My story begins, like many teenage girls’, in the hours between midnight and sunrise, aka, when you have to be home after curfew, but you’re not sleepy, so you retreat to your room with your books and your stuff, and if you’re lucky, a phone line. And if you’re very lucky, or if your uncle works for the phone company, like mine did, you have a private phone number and answering machine. After we shut the door and said goodnight to our parents, it was time for Act 2.
If no one was spending the night (rare!) I would read, or write stories or letters to my pen pals. Eventually the phone would ring or I’d call someone who had likely been doing the same, and just as likely had been out with me an hour earlier.
My friends and I were prolific writers and creative thinkers. We passed notes all day long. My best friend went to a different school, so we’d write notes and stockpile them, and trade the stacks at church on Sunday. We wrote about everything, folded up the notes in elaborate origami shapes and palmed them back and forth like contraband. I still have many of those notes, and my some of my closest friends today are the writers. The interesting thing is that their words haven’t lost importance at all. It would be easy to look back and say “we were so silly,” but what we worried about – our fears, celebrations, observations and our questions – are still so important to who we are today. Even then, we wanted to be loved and accepted. We wanted to be good people and make good choices and have interesting lives.

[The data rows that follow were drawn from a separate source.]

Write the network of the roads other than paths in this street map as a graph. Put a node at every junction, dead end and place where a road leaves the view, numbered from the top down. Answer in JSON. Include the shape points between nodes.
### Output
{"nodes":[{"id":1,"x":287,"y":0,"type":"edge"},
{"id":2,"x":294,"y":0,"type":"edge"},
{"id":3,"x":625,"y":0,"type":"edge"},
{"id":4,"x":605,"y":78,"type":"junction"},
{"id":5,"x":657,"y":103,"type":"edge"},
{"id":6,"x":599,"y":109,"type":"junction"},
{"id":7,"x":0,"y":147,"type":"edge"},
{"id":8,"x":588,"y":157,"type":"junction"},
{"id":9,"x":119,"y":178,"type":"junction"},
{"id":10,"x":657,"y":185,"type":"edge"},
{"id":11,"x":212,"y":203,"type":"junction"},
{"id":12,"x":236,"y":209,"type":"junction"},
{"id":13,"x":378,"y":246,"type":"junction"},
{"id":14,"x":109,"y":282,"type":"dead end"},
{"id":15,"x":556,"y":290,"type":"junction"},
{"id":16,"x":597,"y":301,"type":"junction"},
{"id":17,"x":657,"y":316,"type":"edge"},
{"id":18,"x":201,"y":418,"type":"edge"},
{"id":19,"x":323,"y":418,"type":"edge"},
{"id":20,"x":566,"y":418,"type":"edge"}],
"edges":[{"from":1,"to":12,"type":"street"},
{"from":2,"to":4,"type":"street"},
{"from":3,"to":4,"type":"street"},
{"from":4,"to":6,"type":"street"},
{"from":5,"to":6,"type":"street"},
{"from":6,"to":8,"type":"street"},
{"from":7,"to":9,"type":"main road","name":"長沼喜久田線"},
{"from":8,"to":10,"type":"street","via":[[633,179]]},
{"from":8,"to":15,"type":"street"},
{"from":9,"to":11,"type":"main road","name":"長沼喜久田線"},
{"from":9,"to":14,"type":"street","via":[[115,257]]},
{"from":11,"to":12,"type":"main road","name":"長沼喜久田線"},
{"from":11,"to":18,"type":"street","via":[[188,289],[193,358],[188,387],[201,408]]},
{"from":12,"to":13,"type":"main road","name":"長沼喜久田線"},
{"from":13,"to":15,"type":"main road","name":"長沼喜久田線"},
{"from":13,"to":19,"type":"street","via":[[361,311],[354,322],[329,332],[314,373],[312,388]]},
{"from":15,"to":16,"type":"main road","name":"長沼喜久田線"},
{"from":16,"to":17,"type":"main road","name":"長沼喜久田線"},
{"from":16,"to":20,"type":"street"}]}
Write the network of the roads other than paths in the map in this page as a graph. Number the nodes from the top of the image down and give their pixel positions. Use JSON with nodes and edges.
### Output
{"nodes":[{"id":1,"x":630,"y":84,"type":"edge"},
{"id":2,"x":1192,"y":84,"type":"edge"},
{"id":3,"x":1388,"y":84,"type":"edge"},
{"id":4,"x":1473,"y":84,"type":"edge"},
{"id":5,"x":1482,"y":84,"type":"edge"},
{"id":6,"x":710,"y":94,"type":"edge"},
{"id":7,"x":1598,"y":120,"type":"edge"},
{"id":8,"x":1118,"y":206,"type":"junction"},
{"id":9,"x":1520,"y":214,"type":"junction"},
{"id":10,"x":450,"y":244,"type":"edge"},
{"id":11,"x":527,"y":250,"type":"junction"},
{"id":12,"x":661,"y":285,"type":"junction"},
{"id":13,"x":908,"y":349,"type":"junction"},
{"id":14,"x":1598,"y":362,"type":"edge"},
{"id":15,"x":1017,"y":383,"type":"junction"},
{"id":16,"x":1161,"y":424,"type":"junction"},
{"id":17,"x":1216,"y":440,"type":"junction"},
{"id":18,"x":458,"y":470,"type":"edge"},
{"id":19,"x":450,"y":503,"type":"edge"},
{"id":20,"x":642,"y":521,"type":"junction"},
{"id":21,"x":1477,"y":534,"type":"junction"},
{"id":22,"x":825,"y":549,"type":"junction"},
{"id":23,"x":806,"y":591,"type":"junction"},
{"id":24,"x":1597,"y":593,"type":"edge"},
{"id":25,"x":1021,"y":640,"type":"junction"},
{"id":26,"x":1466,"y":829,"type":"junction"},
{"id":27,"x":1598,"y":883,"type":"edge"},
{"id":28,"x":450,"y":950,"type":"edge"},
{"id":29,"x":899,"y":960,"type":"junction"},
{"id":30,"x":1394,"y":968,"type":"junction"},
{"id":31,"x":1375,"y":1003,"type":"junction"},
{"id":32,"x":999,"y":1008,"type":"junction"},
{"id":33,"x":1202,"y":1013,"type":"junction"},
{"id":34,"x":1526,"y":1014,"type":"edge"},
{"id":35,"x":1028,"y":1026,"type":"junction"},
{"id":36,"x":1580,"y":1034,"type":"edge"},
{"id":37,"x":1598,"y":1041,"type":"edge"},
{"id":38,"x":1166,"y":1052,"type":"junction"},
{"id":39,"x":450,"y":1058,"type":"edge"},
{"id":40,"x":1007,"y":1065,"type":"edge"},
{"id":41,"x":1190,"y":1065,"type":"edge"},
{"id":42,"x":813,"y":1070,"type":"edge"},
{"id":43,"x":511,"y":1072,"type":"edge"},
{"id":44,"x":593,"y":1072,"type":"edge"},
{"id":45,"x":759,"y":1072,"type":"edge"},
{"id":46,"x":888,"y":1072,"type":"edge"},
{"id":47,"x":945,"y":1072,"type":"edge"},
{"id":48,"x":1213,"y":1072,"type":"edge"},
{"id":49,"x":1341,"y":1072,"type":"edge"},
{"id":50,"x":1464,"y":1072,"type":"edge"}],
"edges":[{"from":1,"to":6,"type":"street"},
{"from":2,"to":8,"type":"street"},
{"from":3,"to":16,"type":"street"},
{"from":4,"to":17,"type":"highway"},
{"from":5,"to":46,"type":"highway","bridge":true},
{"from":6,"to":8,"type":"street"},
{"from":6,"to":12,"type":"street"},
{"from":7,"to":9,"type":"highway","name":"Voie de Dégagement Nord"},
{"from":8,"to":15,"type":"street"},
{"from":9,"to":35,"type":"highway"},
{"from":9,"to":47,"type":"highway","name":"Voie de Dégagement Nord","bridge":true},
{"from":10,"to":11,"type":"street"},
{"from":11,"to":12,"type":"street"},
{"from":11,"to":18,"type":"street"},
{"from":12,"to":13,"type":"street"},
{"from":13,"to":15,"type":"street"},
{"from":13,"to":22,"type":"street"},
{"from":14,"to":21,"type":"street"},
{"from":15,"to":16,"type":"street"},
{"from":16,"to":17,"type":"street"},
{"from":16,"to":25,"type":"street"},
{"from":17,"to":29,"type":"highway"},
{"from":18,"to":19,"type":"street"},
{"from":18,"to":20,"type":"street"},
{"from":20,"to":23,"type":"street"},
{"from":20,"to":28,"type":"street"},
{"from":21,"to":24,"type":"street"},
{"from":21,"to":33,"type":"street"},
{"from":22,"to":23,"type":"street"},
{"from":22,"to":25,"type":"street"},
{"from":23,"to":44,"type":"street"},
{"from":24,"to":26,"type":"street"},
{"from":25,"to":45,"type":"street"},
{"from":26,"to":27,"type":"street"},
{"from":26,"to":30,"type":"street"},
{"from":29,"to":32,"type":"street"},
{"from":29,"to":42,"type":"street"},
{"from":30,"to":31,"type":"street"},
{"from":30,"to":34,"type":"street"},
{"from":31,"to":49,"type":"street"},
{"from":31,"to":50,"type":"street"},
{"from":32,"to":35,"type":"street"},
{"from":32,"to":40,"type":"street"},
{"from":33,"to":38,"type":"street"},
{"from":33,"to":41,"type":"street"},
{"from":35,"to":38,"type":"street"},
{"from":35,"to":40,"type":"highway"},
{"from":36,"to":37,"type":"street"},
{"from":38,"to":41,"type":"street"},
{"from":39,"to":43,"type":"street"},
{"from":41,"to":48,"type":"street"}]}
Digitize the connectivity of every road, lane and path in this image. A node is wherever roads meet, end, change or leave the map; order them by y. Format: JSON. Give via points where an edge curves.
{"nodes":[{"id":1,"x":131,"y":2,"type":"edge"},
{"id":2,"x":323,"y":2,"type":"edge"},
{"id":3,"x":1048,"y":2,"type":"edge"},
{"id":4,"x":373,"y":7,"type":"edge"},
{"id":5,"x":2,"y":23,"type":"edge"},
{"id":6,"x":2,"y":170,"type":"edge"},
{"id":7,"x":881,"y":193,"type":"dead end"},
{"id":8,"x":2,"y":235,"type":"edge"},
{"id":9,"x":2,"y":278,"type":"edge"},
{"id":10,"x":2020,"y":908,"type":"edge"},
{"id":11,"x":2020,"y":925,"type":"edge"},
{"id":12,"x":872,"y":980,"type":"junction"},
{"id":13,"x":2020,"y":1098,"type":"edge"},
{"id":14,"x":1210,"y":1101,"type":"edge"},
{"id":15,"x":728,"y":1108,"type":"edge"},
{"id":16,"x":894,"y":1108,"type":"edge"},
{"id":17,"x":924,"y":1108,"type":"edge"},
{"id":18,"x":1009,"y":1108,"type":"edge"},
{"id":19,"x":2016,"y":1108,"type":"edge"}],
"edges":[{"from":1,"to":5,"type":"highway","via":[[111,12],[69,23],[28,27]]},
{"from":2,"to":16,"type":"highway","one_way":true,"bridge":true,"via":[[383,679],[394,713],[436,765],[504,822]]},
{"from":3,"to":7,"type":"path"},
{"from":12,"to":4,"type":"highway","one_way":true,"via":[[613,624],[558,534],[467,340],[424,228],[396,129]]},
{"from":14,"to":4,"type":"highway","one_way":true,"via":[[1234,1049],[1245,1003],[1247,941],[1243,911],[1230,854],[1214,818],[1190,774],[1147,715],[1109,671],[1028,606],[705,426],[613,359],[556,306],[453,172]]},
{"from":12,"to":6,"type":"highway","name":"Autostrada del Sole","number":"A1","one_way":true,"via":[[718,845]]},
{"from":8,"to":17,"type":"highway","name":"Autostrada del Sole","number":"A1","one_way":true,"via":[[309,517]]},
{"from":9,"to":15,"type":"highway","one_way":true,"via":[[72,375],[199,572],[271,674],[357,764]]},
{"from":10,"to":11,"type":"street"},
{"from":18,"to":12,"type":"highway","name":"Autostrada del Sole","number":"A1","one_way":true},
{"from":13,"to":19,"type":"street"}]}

If we could have written notes to each other while talking on the phone, we probably would have, but instead we would collaborate on stories, write poems about boys we liked and then read them to each other, and design elaborate games, worlds and alternate realities for ourselves. As a young adult home from college, I found some of that stuff in a forgotten trunk. My friend, as serious as I’d ever seen her, said “Burn it.” So, with privacy in mind, I won’t share any real details, but suffice it to say, in a different world, we might have combined D&D with that “Girl Talk Date Line” game and become millionaires.
I’m an only child and I grew up in the country so I was, and still tend to be in my own head a lot. These days, I’m afraid to sleep in my childhood bedroom, because it is too quiet and dark. I typically stay at a hotel when I visit home. But back then, my room was nothing less than a sanctuary and an incubator for the person I would become.